[Dataset entries]
────────────────

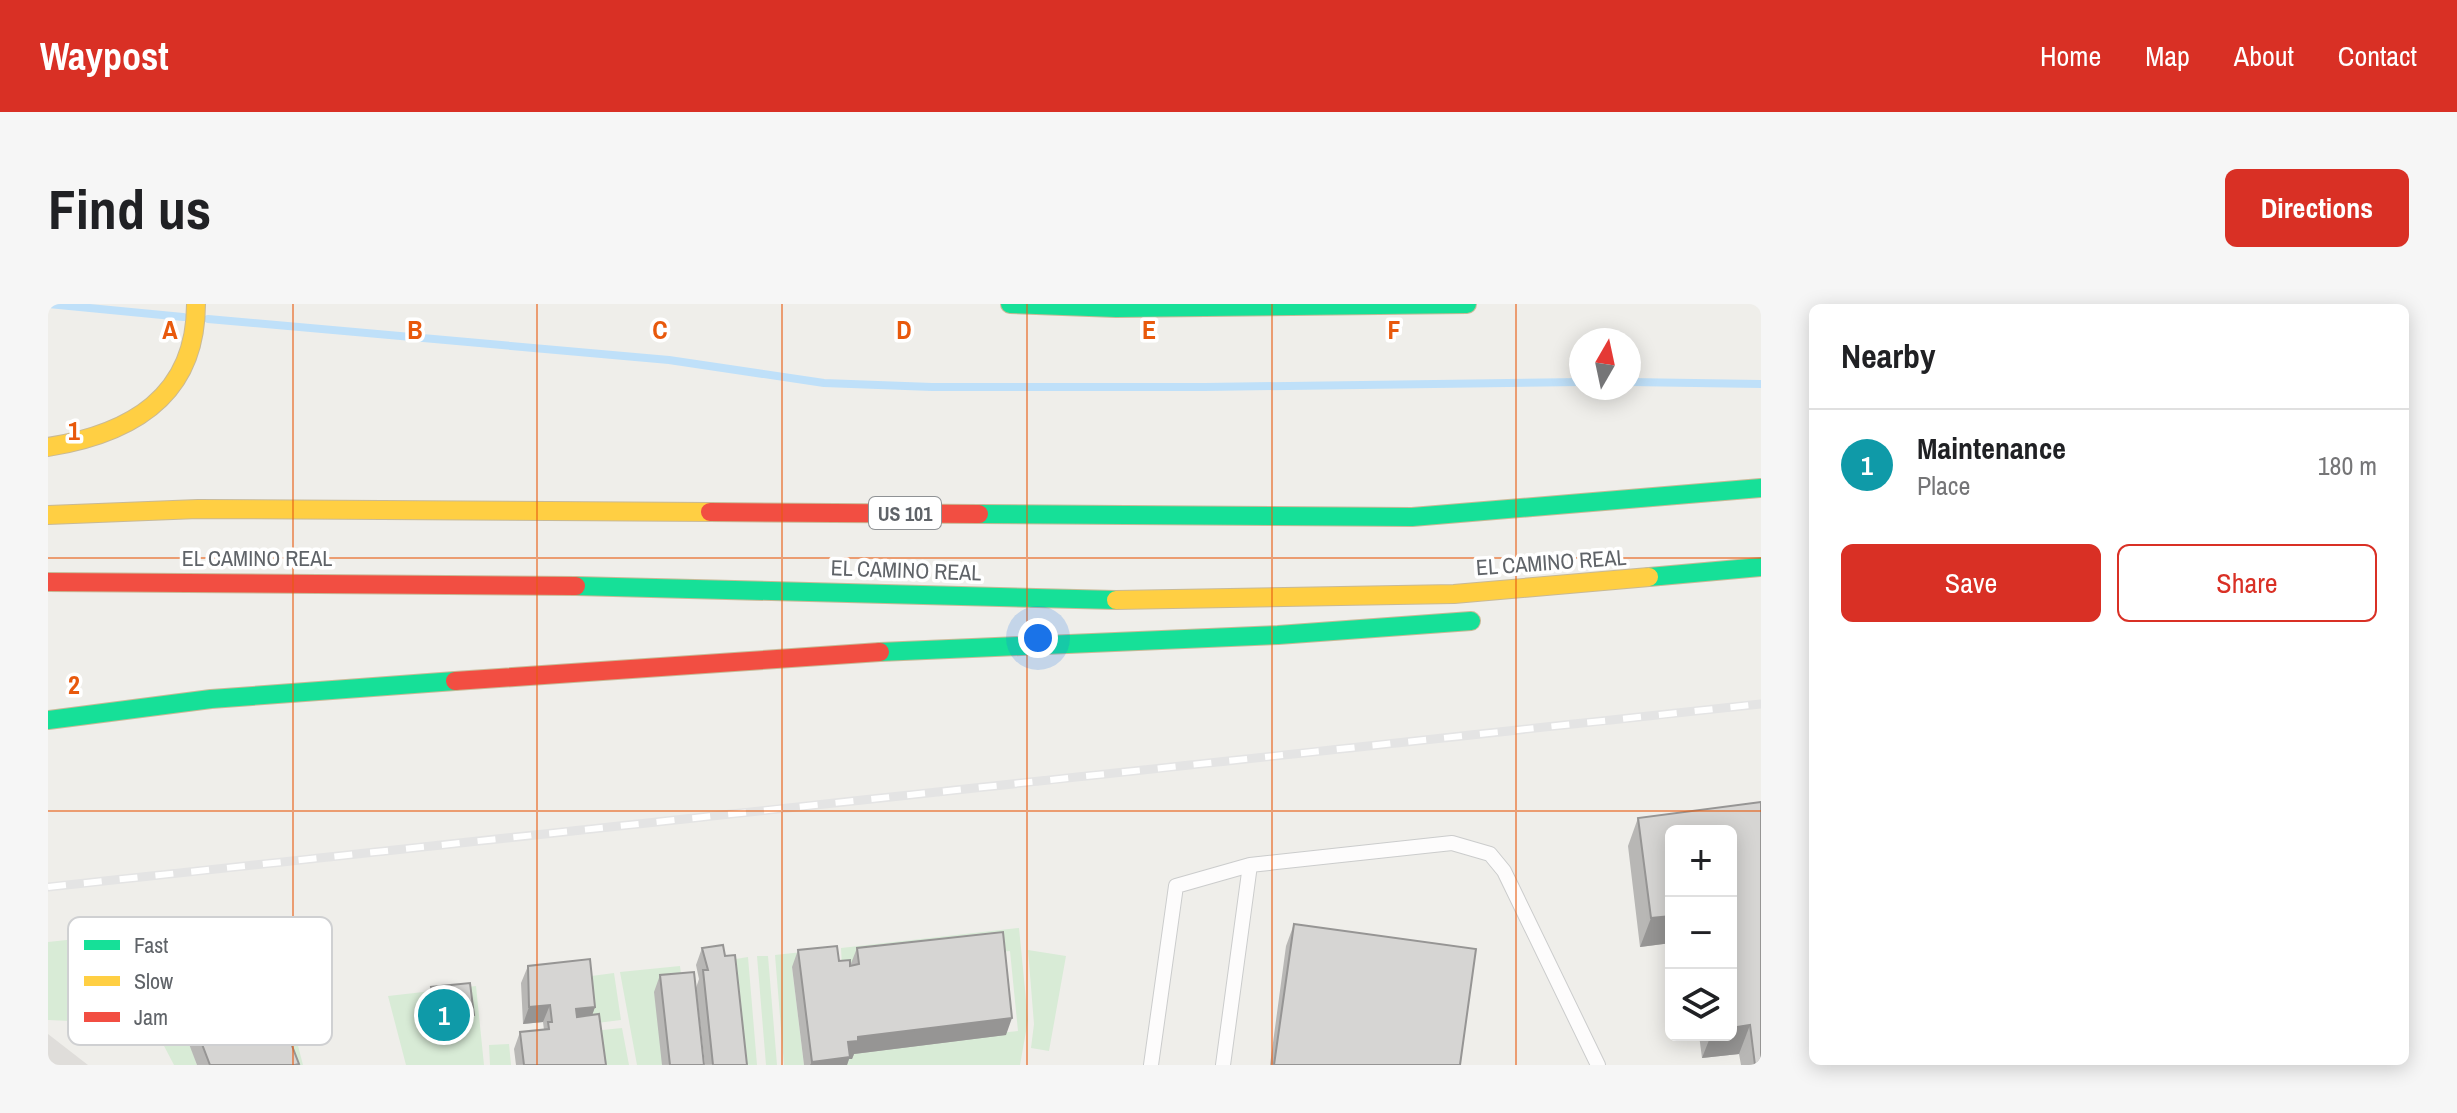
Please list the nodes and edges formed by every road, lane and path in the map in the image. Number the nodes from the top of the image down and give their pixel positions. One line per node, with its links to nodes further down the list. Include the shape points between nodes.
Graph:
1 (196, 304): 4 (highway, via 187,351 170,390 145,418 104,437)
2 (1010, 304): 3 (highway)
3 (1467, 304)
4 (48, 447)
5 (1761, 488): 6 (highway, US 101, via 1412,517 214,509)
6 (48, 515)
7 (1761, 567): 8 (highway, EL CAMINO REAL)
8 (1686, 576): 9 (highway, EL CAMINO REAL, via 1454,594 1162,601 581,586); 10 (highway)
9 (48, 582)
10 (1632, 597)
11 (1497, 619): 12 (highway, via 1278,635 800,656 211,699)
12 (48, 720)
13 (1250, 865): 14 (lane, via 1176,886); 15 (lane); 16 (lane, via 1452,843 1490,854 1504,871)
14 (1151, 1065)
15 (1223, 1065)
16 (1598, 1065)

────────────────

**TASK GOAL:**
The records above must be output exactly, except for their pictures.

**SOLUTION FOR THIS PROBLEM:**
Please list the nodes and edges formed by every road, lane and path in the map in the image. Number the nodes from the top of the image down and give their pixel positions. One line per node, with its links to nodes further down the list. Include the shape points between nodes.
Graph:
1 (196, 304): 4 (highway, via 187,351 170,390 145,418 104,437)
2 (1010, 304): 3 (highway)
3 (1467, 304)
4 (48, 447)
5 (1761, 488): 6 (highway, US 101, via 1412,517 214,509)
6 (48, 515)
7 (1761, 567): 8 (highway, EL CAMINO REAL)
8 (1686, 576): 9 (highway, EL CAMINO REAL, via 1454,594 1162,601 581,586); 10 (highway)
9 (48, 582)
10 (1632, 597)
11 (1497, 619): 12 (highway, via 1278,635 800,656 211,699)
12 (48, 720)
13 (1250, 865): 14 (lane, via 1176,886); 15 (lane); 16 (lane, via 1452,843 1490,854 1504,871)
14 (1151, 1065)
15 (1223, 1065)
16 (1598, 1065)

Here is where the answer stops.